I have a situation where I have a couple of case classes where all of their variables are optional.
Let's say I have:
case class Size(width: Option[Int], height: Option[Int])
case class Foo(a: Option[String], b: Option[Boolean], c: Option[Char])
Given a collection of the same type of case class I would like to fold over them comparing the option values and keep the values which are defined. I.e. for Size:
values.foldLeft(x) { (a, b) =>
Size(a.width.orElse(b.width), a.height.orElse(b.height))
}
I would like to do this in a more general way for any of the case classes like the ones above. I'm thinking about doing something with unapply(_).get etc. Does anyone know a smart way to solve this?
Ok, consider this:
def foldCase[C,T1](unapply: C => Option[Option[T1]], apply: Option[T1] => C)
(coll: Seq[C]): C = {
coll.tail.foldLeft(coll.head) { case (current, next) =>
apply(unapply(current).get orElse unapply(next).get)
}
}
case class Person(name: Option[String])
foldCase(Person.unapply, Person.apply)(List(Person(None), Person(Some("Joe")), Person(Some("Mary"))))
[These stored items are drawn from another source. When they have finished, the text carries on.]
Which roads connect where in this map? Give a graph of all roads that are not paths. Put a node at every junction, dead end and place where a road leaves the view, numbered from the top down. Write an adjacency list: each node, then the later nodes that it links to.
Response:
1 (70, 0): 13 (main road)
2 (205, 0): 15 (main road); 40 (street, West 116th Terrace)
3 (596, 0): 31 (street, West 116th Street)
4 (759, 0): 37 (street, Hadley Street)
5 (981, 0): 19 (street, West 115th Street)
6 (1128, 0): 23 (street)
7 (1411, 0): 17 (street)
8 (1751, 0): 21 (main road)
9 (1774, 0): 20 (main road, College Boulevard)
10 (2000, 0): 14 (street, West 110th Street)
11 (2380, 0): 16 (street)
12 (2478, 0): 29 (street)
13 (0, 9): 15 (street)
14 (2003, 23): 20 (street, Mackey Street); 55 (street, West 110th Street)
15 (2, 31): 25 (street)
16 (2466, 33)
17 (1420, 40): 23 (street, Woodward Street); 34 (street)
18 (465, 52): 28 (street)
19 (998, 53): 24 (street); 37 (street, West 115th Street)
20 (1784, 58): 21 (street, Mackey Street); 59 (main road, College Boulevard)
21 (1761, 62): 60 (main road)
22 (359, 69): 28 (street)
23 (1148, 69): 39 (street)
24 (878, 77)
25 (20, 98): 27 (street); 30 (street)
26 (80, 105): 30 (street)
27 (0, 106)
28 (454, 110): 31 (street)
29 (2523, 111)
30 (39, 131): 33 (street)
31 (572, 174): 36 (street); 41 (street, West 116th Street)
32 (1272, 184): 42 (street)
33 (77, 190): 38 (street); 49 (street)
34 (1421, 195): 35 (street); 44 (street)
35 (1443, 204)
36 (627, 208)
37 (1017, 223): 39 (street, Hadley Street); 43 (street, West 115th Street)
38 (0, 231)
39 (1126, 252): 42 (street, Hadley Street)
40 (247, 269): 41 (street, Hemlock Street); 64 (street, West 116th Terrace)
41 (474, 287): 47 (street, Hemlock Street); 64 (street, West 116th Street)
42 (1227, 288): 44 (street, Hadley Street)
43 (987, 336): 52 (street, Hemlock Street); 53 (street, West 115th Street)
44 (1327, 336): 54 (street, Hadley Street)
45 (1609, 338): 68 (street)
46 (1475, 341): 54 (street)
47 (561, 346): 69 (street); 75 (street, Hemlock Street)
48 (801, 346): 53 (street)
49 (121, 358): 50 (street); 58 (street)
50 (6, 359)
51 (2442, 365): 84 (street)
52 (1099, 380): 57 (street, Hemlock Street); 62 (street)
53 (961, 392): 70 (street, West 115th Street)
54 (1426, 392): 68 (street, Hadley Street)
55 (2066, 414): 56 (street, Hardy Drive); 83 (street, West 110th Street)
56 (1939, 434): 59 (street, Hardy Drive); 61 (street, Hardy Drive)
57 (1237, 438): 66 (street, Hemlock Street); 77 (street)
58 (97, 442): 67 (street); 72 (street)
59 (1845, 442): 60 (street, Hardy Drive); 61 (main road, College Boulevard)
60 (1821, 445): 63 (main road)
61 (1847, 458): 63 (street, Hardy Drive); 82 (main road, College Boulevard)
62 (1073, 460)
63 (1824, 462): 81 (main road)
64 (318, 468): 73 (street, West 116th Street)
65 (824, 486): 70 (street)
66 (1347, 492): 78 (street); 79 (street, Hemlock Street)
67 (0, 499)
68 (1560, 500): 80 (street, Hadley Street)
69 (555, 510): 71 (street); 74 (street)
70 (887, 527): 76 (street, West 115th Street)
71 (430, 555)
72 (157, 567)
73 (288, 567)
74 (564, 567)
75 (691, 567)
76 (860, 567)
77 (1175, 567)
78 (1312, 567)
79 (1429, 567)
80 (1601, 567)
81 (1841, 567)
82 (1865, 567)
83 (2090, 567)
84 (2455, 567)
One could overload foldCase to accept two, three, or more parameters, one version of f for each arity. It could then be used with any case class. Since there's the tuple-thing to worry about, below's one way to make it work with case classes or two parameters. Expanding it to more parameters is then trivial, though a bit tiresome.
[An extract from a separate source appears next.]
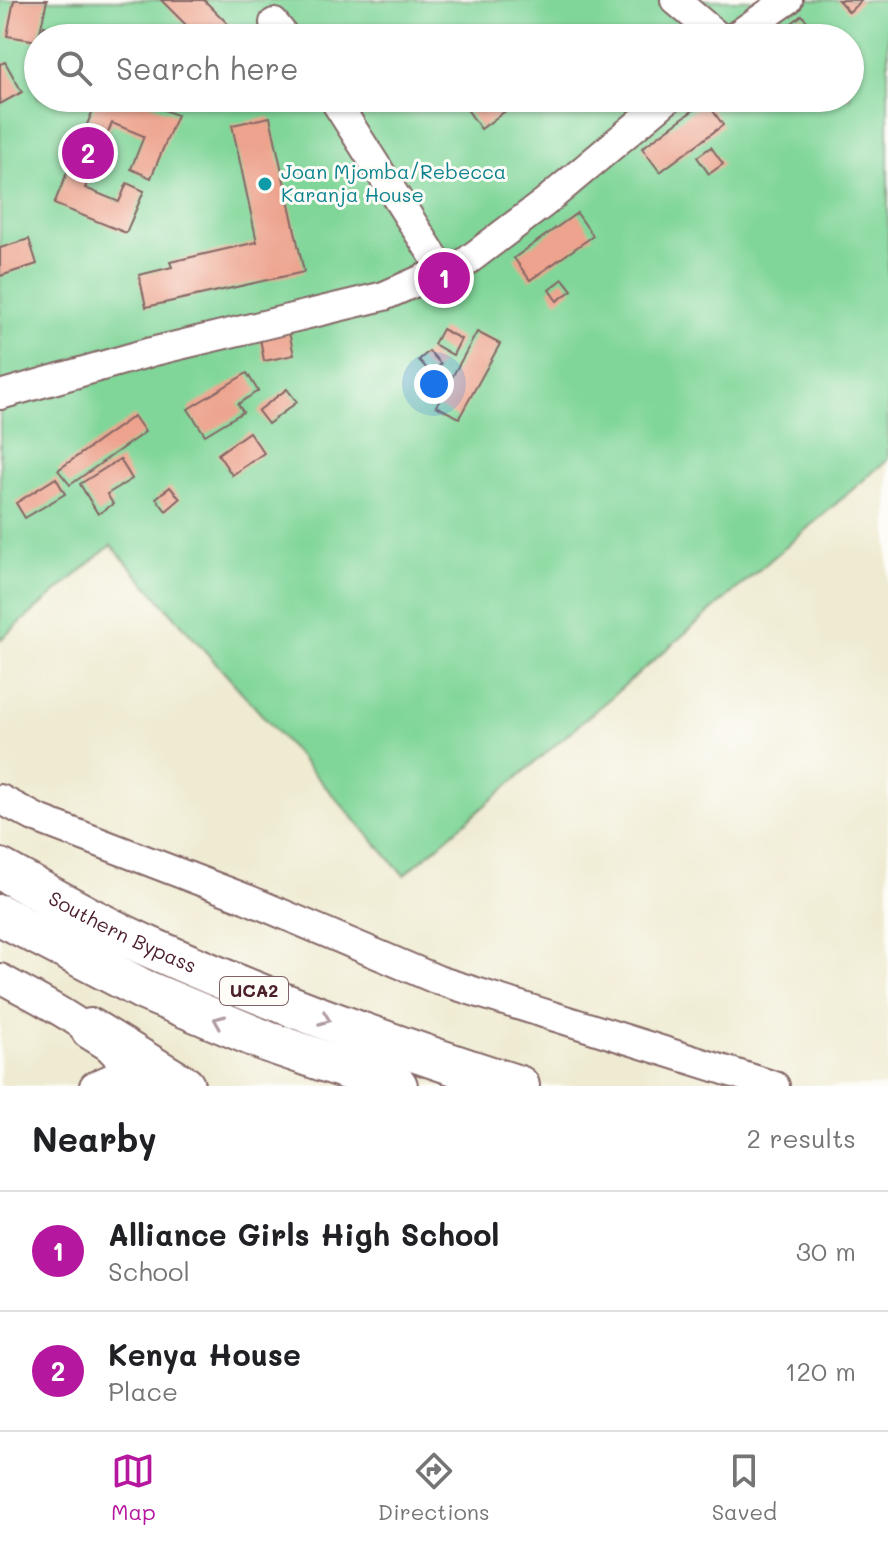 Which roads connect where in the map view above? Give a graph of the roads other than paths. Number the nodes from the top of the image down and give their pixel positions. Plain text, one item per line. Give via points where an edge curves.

def foldCase[C,T1,T2](unapply: C => Option[(Option[T1], Option[T2])], apply: (Option[T1], Option[T2]) => C)
(coll: Seq[C]): C = {
def thisOrElse(current: (Option[T1], Option[T2]), next: (Option[T1], Option[T2])) =
apply(current._1 orElse next._1, current._2 orElse next._2)
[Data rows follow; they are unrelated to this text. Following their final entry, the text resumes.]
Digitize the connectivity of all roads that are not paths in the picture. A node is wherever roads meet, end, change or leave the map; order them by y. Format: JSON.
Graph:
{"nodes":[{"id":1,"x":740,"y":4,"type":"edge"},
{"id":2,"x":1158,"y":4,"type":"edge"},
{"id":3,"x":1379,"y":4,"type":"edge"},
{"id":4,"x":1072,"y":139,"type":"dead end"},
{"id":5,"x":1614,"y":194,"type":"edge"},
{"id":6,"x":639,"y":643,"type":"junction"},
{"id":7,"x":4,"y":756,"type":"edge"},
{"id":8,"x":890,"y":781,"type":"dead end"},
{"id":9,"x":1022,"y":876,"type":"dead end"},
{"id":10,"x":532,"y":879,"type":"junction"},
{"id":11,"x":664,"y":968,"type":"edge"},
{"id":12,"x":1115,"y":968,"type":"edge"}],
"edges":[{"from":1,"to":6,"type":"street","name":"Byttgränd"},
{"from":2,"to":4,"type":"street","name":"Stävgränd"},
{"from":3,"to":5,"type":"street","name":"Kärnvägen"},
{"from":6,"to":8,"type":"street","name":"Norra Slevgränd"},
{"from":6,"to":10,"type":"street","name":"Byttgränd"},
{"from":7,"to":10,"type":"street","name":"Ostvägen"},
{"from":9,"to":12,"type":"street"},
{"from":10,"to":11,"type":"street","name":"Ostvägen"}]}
coll.tail.foldLeft(coll.head) { case (current, next) =>
thisOrElse(unapply(current).get, unapply(next).get)
}
}
val list = Person(None, None) :: Person(Some("Joe"), None) :: Person(None, Some(20)) :: Person(Some("Mary"), Some(25)) :: Nil
def foldPerson = foldCase(Person.unapply, Person.apply) _
foldPerson(list)
To use it overloaded, just put all definitions inside one object:
object Folder {
def foldCase[C,T1](unapply: C => Option[Option[T1]], apply: Option[T1] => C)
(coll: Seq[C]): C = {
coll.tail.foldLeft(coll.head) { case (current, next) =>
apply(unapply(current).get orElse unapply(next).get)
}
}
def foldCase[C,T1,T2](unapply: C => Option[(Option[T1], Option[T2])], apply: (Option[T1], Option[T2]) => C)
(coll: Seq[C]): C = {
def thisOrElse(current: (Option[T1], Option[T2]), next: (Option[T1], Option[T2])) =
apply(current._1 orElse next._1, current._2 orElse next._2)
coll.tail.foldLeft(coll.head) { case (current, next) =>
thisOrElse(unapply(current).get, unapply(next).get)
}
}
}
When you do this, however, you'll have to explicitly turn apply and unapply into functions:
case class Question(answer: Option[Boolean])
val list2 = List(Question(None), Question(Some(true)), Question(Some(false)))
Folder.foldCase(Question.unapply _, Question.apply _)(list2)
It might be possible to turn it into a structural type, so that you only need to pass the companion object, but I couldn't do it. On #scala, I was told the answer is a definitive no, at least to how I approached the problem.
[Code updated]
Here is an solution which requires only one abstract class per "arity":
abstract class Foldable2[A,B](val a:Option[A], val b:Option[B]) {
def orElse[F <: Foldable2[A,B]](that: F)(implicit ev: this.type <:< F) =
getClass.getConstructor(classOf[Option[A]], classOf[Option[B]]).newInstance(
this.a.orElse(that.a), this.b.orElse(that.b)
)
}
case class Size(w: Option[Int], h: Option[Int]) extends Foldable2(w, h)
println(Size(Some(1),None).orElse(Size(Some(2),Some(42))))
//--> Size(Some(1),Some(42))
Note that the implicit <:< argument will give a compile time error when other case classes with the same constructor arguments are passed to the method.
However, a "well formed" constructor is required, else the reflection code will blow up.
You can use productElement or productIterator (on scala.Product) to generically retrieve/iterate the elements of case classes (and tuples), but they're typed as Any, so there will be some pain.